Monsieur le ministre, vous avez, lors de la présentation de ce texte en commission des finances, assuré que ce budget 2016 était bâti sur du solide. Nous n’avons pas la même conception du solide. Je ne bâtirai pas ma maison sur du sable, et vous c’est le budget de la France que vous avez bâti sur du sable.
Vous avez également dit que l’exécution 2015 s’annonçait en ligne avec vos attentes et des prévisions de croissance prudentes pour 2016. Le Haut Conseil des finances publiques ne semble pas partager cette opinion puisqu’il estime que l’hypothèse de croissance de 1,5 ne peut plus être qualifiée de prudente. Il explique que l’environnement économique est plus qu’incertain, compte tenu du ralentissement en Chine et des difficultés dans d’autres pays émergents. Voilà la première réalité dont vous n’avez pas tenu compte.
Le Haut Conseil des finances publiques a également pointé des risques significatifs sur les objectifs d’économies affichés par le Gouvernement. J’y reviendrai plus longuement.
Par ailleurs, le Haut Conseil des finances publiques craint un dérapage des dépenses. Hors inflation, votre gouvernement table sur une croissance de 0,3 % en volume de la dépense publique, après une progression de 0,9 % cette année. Cet objectif est jugé par les sages particulièrement ambitieux, sachant que les économies doivent couvrir à la fois les baisses d’impôts, la baisse des cotisations sociales, les dépenses nouvelles, et devraient permettre de diminuer le déficit structurel, c’est dire !
Enfin, alors que le Gouvernement a mis l’accent sur son plan d’économies de cinquante milliards d’euros pour 2015-2017, le Haut Conseil a pointé la multitude de dépenses nouvelles annoncées par votre gouvernement, les effectifs de sécurité, le service civique, les contrats aidés, les aides au monde agricole, les aides aux migrants, l’aide à l’investissement local sans que les économies prévues pour les financer soient détaillées. C’est une des raisons qui justifient cette motion de renvoi en commission.
Votre budget est mensonger parce qu’il sous-estime les annonces de l’INSEE relatives à la croissance. En effet, le 14 août dernier, l’INSEE a annoncé une croissance nulle au deuxième trimestre 2015, l’un des plus mauvais chiffres d’Europe. Monsieur le ministre, vous avez pourtant essayé de minorer ce résultat en déclarant que la France était en reprise d’activité, en reprise de croissance.

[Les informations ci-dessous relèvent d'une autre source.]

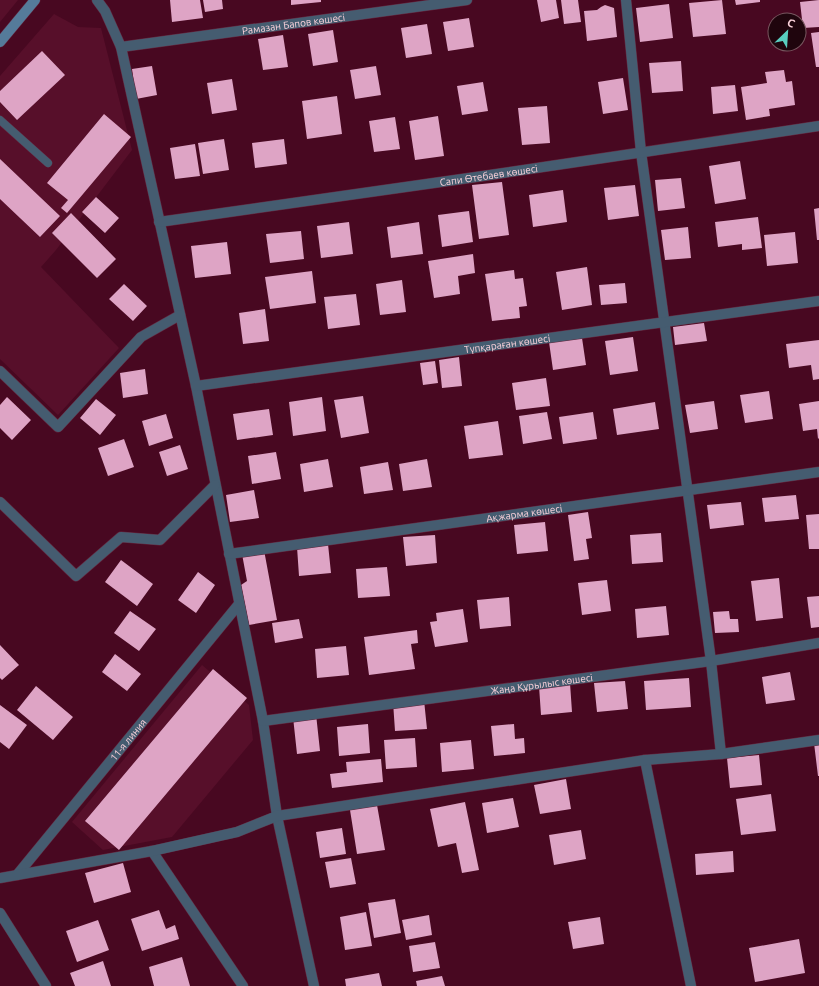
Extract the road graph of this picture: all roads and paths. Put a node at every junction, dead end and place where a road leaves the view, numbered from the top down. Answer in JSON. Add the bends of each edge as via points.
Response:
{"nodes":[{"id":1,"x":35,"y":0,"type":"edge"},
{"id":2,"x":97,"y":0,"type":"edge"},
{"id":3,"x":467,"y":0,"type":"edge"},
{"id":4,"x":626,"y":0,"type":"edge"},
{"id":5,"x":0,"y":42,"type":"edge"},
{"id":6,"x":121,"y":47,"type":"junction"},
{"id":7,"x":0,"y":120,"type":"edge"},
{"id":8,"x":819,"y":126,"type":"edge"},
{"id":9,"x":641,"y":152,"type":"junction"},
{"id":10,"x":48,"y":164,"type":"dead end"},
{"id":11,"x":159,"y":222,"type":"junction"},
{"id":12,"x":819,"y":301,"type":"edge"},
{"id":13,"x":180,"y":315,"type":"junction"},
{"id":14,"x":663,"y":323,"type":"junction"},
{"id":15,"x":0,"y":371,"type":"edge"},
{"id":16,"x":196,"y":386,"type":"junction"},
{"id":17,"x":819,"y":472,"type":"edge"},
{"id":18,"x":215,"y":485,"type":"junction"},
{"id":19,"x":687,"y":490,"type":"junction"},
{"id":20,"x":0,"y":502,"type":"edge"},
{"id":21,"x":229,"y":554,"type":"junction"},
{"id":22,"x":239,"y":604,"type":"junction"},
{"id":23,"x":819,"y":643,"type":"edge"},
{"id":24,"x":711,"y":661,"type":"junction"},
{"id":25,"x":263,"y":721,"type":"junction"},
{"id":26,"x":819,"y":740,"type":"edge"},
{"id":27,"x":721,"y":754,"type":"junction"},
{"id":28,"x":645,"y":760,"type":"junction"},
{"id":29,"x":277,"y":816,"type":"junction"},
{"id":30,"x":152,"y":851,"type":"junction"},
{"id":31,"x":18,"y":875,"type":"junction"},
{"id":32,"x":0,"y":878,"type":"edge"},
{"id":33,"x":0,"y":913,"type":"edge"},
{"id":34,"x":46,"y":986,"type":"edge"},
{"id":35,"x":243,"y":986,"type":"edge"},
{"id":36,"x":314,"y":986,"type":"edge"},
{"id":37,"x":692,"y":986,"type":"edge"}],
"edges":[{"from":1,"to":5,"type":"main road"},
{"from":2,"to":6,"type":"street","via":[[105,11]]},
{"from":3,"to":6,"type":"street","name":"Рамазан Бапов көшесі"},
{"from":4,"to":9,"type":"street"},
{"from":6,"to":11,"type":"street"},
{"from":7,"to":10,"type":"lane"},
{"from":8,"to":9,"type":"street","name":"Сапи Өтебаев көшесі"},
{"from":9,"to":11,"type":"street","name":"Сапи Өтебаев көшесі"},
{"from":9,"to":14,"type":"street"},
{"from":11,"to":13,"type":"street"},
{"from":12,"to":14,"type":"street","name":"Түпқараған көшесі"},
{"from":13,"to":15,"type":"street","via":[[141,337],[58,427]]},
{"from":13,"to":16,"type":"street"},
{"from":14,"to":16,"type":"street","name":"Түпқараған көшесі"},
{"from":14,"to":19,"type":"street"},
{"from":16,"to":18,"type":"street"},
{"from":17,"to":19,"type":"street","name":"Ақжарма көшесі"},
{"from":18,"to":20,"type":"street","via":[[160,540],[121,537],[76,576]]},
{"from":18,"to":21,"type":"street"},
{"from":19,"to":21,"type":"street","name":"Ақжарма көшесі"},
{"from":19,"to":24,"type":"street"},
{"from":21,"to":22,"type":"street"},
{"from":22,"to":25,"type":"street"},
{"from":22,"to":31,"type":"street","name":"11-я линия"},
{"from":23,"to":24,"type":"street","name":"Жаңа Құрылыс көшесі"},
{"from":24,"to":25,"type":"street","name":"Жаңа Құрылыс көшесі"},
{"from":24,"to":27,"type":"street"},
{"from":25,"to":29,"type":"street"},
{"from":26,"to":27,"type":"street"},
{"from":27,"to":28,"type":"street"},
{"from":28,"to":29,"type":"street"},
{"from":28,"to":37,"type":"street"},
{"from":29,"to":30,"type":"street","via":[[237,832]]},
{"from":29,"to":36,"type":"street"},
{"from":30,"to":31,"type":"street"},
{"from":30,"to":35,"type":"street"},
{"from":31,"to":32,"type":"street"},
{"from":33,"to":34,"type":"street"}]}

Nous connaissons votre optimisme, mais il ne suffit pas d’annoncer des prévisions pour changer les réalités. Si l’objectif de 1 % de croissance reste statistiquement à portée de main pour 2015, ce n’est pas avec une telle reprise que la deuxième économie de la zone euro pourra rebondir. Le chômage risque de rester durablement très élevé. Notre modèle social sera toujours financé par la dette.
La croissance serait d’ailleurs bien plus mauvaise si nous n’avions pas bénéficié de soutiens macro-économiques majeurs : des taux bas, un euro faible et un contre-choc pétrolier inédit depuis trente-cinq ans. Ce cocktail a d’ailleurs permis d’alimenter le feu de paille du premier trimestre 2015, avec un taux de croissance de 0,7 %.
Monsieur le ministre, vous devez vous attaquer aux principales raisons de cette croissance molle : le manque de confiance dans le cap suivi, le poids des prélèvements et des dépenses publics et l’absence de réforme de fond de notre système d’État-providence.
Enfin votre budget est mensonger parce qu’il prévoit la création de trois nouvelles taxes pour le financement des centres techniques industriels, l’augmentation de taxes existantes pour le financement de l’aide juridictionnelle et de l’audiovisuel public, alors même, dois-je vous le rappeler, que le Président de la République avait promis qu’il n’y aurait plus de nouvelles taxes ni de hausses d’impôts d’ici la fin du quinquennat.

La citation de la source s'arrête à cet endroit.